Vorsitzender Josef Kurz-Hörterer sieht ein psychologisches Problem, weil immer mehr Leute, vor allem Senioren, in Angst vor der Corona-Pandemie das Haus nicht verlassen. »Mir wäre es ein Anliegen, sich um diese Leute zu kümmern.« Kurz-Hörterer meinte, er könnte sich die Zusammenarbeit mit einem Psychologen vorstellen und vielleicht mit einer Informationsveranstaltung auf diese Leute zu zugehen.

Bürgermeister Ludwig Entfellner verwies darauf, dass der VdK in diesem Jahr sein 75-jähriges Bestehen bayernweit feiern wollte und auch der Ortsverband 75 Jahre alt wird. Die derzeitigen Unwägbarkeiten hätten die Planungen für ein Jubiläumsfest erschwert, deshalb habe der Ortsverband darauf verzichtet. Vor 75 Jahren sei der VdK auf den Trümmern des Kriegs gegründet worden. Die demokratische Grundordnung und die soziale Marktwirtschaft entstanden. »Sozial und Marktwirtschaft passt das zusammen?«, fragteder Bürgermeister. Was sich wie ein Gegensatz anhöre, bedeute, dass vom einzelnen Menschen jeweils nur das eingefordert werde, was er leisten kann. Das berücksichtige auch der VdK. Er leiste wichtige Arbeit, indem er den Menschen in den Mittelpunkt stelle und zudem seine Leistungen vor Ort unmittelbar erbringe.

Entfellner sagte zum Mitgliederzuwachs, mehr Mitglieder bedeute auch mehr Arbeit und dafür gebühre der Vorstandschaft des Ortsverbands besonderer Dank. Der Bürgermeister knüpfte an die Sorgen des Vorsitzenden an. Die Zurückhaltung der Senioren, am öffentlichen Leben teilzunehmen, bringe Einsamkeit.

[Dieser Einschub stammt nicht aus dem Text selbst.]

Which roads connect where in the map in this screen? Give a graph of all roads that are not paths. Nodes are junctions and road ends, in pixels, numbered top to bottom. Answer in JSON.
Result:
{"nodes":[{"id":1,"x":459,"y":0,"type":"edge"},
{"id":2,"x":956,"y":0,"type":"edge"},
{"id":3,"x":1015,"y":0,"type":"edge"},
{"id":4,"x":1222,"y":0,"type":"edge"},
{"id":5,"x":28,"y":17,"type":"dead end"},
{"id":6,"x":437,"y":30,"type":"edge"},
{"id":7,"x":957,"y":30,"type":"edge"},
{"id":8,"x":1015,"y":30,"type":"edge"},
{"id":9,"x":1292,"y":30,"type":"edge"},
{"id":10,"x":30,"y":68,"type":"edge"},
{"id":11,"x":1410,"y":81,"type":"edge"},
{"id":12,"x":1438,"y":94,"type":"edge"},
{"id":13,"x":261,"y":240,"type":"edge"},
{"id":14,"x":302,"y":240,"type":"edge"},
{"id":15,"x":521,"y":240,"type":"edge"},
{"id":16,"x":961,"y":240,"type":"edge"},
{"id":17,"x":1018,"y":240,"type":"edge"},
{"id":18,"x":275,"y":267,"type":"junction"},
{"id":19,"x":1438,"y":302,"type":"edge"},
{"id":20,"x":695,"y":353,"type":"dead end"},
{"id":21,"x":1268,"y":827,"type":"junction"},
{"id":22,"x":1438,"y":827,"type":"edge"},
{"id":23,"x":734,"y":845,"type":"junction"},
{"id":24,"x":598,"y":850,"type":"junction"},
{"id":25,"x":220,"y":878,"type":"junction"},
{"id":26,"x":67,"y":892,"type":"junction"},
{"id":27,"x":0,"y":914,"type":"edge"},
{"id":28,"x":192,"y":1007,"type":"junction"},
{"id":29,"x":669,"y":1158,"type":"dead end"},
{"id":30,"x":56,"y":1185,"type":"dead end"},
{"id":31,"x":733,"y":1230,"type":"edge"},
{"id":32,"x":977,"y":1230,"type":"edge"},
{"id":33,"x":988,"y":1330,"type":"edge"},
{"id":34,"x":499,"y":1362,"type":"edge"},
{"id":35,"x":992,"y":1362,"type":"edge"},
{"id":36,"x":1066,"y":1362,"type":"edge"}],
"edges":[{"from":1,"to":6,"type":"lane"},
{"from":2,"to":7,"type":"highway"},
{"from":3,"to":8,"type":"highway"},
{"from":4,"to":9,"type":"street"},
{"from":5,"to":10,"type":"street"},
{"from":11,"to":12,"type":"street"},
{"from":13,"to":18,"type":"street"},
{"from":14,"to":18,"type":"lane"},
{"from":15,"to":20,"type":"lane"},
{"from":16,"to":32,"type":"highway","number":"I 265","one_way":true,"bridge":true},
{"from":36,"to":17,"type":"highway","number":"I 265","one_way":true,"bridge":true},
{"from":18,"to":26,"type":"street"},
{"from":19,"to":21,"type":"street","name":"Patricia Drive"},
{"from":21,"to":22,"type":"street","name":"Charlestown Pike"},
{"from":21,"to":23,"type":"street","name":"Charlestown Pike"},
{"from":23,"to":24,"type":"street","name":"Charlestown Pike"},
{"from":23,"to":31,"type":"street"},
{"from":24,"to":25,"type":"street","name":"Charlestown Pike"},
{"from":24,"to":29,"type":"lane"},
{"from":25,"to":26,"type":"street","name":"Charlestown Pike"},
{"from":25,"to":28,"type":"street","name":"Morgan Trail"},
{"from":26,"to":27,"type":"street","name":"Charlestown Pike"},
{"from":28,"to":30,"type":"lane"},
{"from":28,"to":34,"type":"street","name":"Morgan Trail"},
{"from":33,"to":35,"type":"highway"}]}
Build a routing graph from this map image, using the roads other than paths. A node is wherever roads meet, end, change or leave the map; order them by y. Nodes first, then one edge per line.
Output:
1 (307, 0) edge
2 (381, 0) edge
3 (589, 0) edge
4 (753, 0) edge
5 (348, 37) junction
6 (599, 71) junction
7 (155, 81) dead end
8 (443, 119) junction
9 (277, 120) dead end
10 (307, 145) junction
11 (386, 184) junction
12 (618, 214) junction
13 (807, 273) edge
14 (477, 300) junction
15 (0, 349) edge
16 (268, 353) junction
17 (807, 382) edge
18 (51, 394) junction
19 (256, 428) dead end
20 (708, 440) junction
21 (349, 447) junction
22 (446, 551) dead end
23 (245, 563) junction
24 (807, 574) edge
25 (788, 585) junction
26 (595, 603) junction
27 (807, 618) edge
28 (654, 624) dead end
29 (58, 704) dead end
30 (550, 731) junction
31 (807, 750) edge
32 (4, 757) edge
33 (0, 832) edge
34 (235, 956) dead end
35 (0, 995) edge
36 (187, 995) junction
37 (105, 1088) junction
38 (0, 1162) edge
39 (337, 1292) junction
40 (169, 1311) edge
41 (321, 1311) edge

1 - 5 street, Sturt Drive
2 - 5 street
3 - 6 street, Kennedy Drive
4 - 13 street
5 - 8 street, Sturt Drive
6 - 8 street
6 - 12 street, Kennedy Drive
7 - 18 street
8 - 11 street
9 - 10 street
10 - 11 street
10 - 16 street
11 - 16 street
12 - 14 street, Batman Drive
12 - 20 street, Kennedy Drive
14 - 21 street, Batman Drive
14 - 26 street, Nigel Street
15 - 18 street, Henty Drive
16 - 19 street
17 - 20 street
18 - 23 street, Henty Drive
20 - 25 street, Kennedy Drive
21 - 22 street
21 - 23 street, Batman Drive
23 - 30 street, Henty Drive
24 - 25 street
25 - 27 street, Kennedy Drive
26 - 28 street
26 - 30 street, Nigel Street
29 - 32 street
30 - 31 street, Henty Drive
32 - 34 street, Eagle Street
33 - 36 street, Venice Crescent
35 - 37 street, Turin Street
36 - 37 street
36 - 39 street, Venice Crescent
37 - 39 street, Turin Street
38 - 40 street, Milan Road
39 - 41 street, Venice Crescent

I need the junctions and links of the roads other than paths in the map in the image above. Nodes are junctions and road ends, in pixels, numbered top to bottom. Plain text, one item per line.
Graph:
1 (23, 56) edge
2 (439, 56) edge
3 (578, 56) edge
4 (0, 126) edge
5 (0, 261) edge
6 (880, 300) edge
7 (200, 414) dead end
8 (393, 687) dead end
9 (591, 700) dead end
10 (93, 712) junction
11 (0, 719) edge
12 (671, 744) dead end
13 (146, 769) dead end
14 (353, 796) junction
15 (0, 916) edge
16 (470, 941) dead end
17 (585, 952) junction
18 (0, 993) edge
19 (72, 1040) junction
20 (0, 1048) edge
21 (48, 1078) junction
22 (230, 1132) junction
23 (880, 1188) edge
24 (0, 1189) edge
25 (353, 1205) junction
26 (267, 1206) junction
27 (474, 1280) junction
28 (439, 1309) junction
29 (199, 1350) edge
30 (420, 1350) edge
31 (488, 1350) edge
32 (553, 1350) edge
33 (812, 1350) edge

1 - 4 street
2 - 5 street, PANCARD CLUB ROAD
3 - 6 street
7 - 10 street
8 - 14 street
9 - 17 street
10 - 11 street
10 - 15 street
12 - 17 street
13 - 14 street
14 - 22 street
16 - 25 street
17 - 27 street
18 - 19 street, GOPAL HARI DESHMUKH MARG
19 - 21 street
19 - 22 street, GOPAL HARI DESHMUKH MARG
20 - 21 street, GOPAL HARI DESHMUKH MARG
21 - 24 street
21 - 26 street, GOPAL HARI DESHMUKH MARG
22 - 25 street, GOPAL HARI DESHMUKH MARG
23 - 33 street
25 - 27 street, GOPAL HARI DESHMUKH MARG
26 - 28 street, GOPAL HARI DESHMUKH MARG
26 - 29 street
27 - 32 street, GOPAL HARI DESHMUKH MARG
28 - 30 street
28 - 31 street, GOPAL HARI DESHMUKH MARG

Die Gemeinde Unterwössen habe mit den Nachbargemeinden ein Seniorenkonzept entwickelt, weil aktueller Handlungsbedarf sichtbar sei. »Ihr werdet die nächsten fünf Jahre sehen, dass wir da anpacken. Die Gemeinden beschäftigen gemeinsam einen Quartiersmanager oder eine Quartiersmanagerin. Deren Aufgabe wird es sein, die Auswirkungen des demografischen Wandels zu dämpfen.

Der Bürgermeister sieht vor allem die stark wachsende Nachfrage nach niederschwelliger Hilfeleistung und Unterstützung in der Pflege. »Um das zu meistern, sollten wir uns alle, Institutionen und Organisationen, vernetzen. Diese Aufgaben werden uns in einer immer älter werdenden Gesellschaft bleiben.«

Die Grüße des Kreisverbandes Traunstein überbrachte Helga Perschl. Sie ist die neue Vorsitzende des Ortsverbands Traunstein. Perschl freute sich, dass die Mitglieder endlich wieder zusammenkommen. Der Kreisverband habe im vergangenen Jahr viel gearbeitet, aber eben vornehmlich über das Telefon, erklärte sie. Perschl nahm zusammen mit Vorsitzenden Josef Kurz-Hörterer auch zwei Ehrungen vor: Gertraud Meier wurde für zehn Jahre Mitgliedschaft ausgezeichnet, Johann Bauhofer für 25 Jahre.

Zum Thema Jubiläum erläuterte Josef Kurz-Hörterer, dass der Ortsverband das Jubiläum mit Gottesdienst und anschließendem Beisammensein im April des nächsten Jahres feiern wolle.